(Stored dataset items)

════════

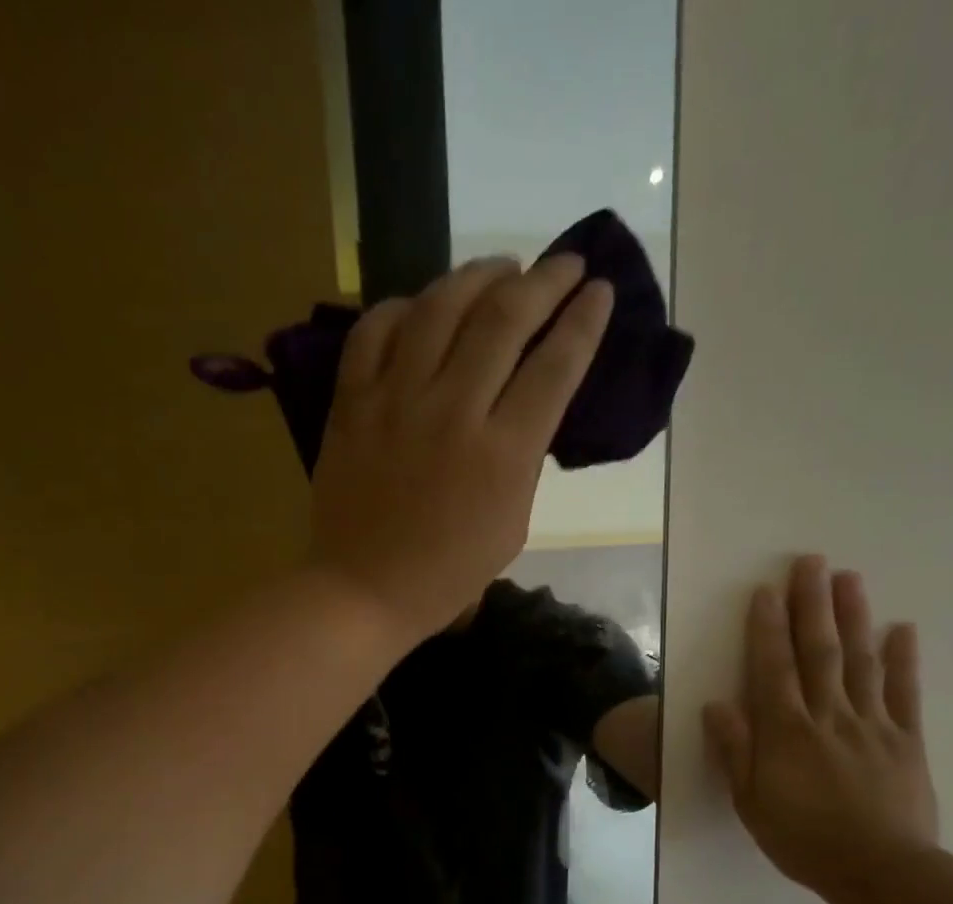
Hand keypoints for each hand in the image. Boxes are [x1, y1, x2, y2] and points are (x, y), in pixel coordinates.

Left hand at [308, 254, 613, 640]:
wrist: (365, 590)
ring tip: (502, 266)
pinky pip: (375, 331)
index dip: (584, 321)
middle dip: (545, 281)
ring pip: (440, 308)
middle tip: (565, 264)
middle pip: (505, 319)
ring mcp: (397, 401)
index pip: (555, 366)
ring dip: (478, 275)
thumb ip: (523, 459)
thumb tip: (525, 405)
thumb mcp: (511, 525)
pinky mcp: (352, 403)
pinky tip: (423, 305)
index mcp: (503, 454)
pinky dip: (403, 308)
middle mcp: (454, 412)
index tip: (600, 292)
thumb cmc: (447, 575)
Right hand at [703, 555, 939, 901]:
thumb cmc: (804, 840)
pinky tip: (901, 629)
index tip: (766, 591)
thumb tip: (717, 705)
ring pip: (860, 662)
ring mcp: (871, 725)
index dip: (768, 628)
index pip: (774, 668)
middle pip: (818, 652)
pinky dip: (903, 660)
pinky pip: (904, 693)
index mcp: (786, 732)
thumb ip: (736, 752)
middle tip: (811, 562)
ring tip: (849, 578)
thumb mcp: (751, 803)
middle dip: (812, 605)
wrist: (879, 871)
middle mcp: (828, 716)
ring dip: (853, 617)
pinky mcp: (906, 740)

════════

◆ **WHAT YOU WILL DO**
No line before the one with "middle dip: (545, 281)" belongs in the answer; copy that line and the rest of the records exactly.

◆ **RESULT BELOW**
middle dip: (545, 281)
ring pip: (440, 308)
middle tip: (565, 264)
middle pip: (505, 319)
ring mcp: (397, 401)
index pip: (555, 366)
ring dip: (478, 275)
thumb ip: (523, 459)
thumb tip: (525, 405)
thumb mcp: (511, 525)
pinky mcp: (352, 403)
pinky tip: (423, 305)
index mcp: (503, 454)
pinky dip: (403, 308)
middle mcp: (454, 412)
index tip: (600, 292)
thumb cmc: (447, 575)
Right hand at [703, 555, 939, 901]:
thumb cmc: (804, 840)
pinky tip: (901, 629)
index tip: (766, 591)
thumb tip: (717, 705)
ring pip: (860, 662)
ring mcp: (871, 725)
index dip: (768, 628)
index pip: (774, 668)
middle pip: (818, 652)
pinky dip: (903, 660)
pinky pip: (904, 693)
index mcp: (786, 732)
thumb ip: (736, 752)
middle tip: (811, 562)
ring tip: (849, 578)
thumb mcp: (751, 803)
middle dip: (812, 605)
wrist: (879, 871)
middle mcp: (828, 716)
ring dip: (853, 617)
pinky mcp: (906, 740)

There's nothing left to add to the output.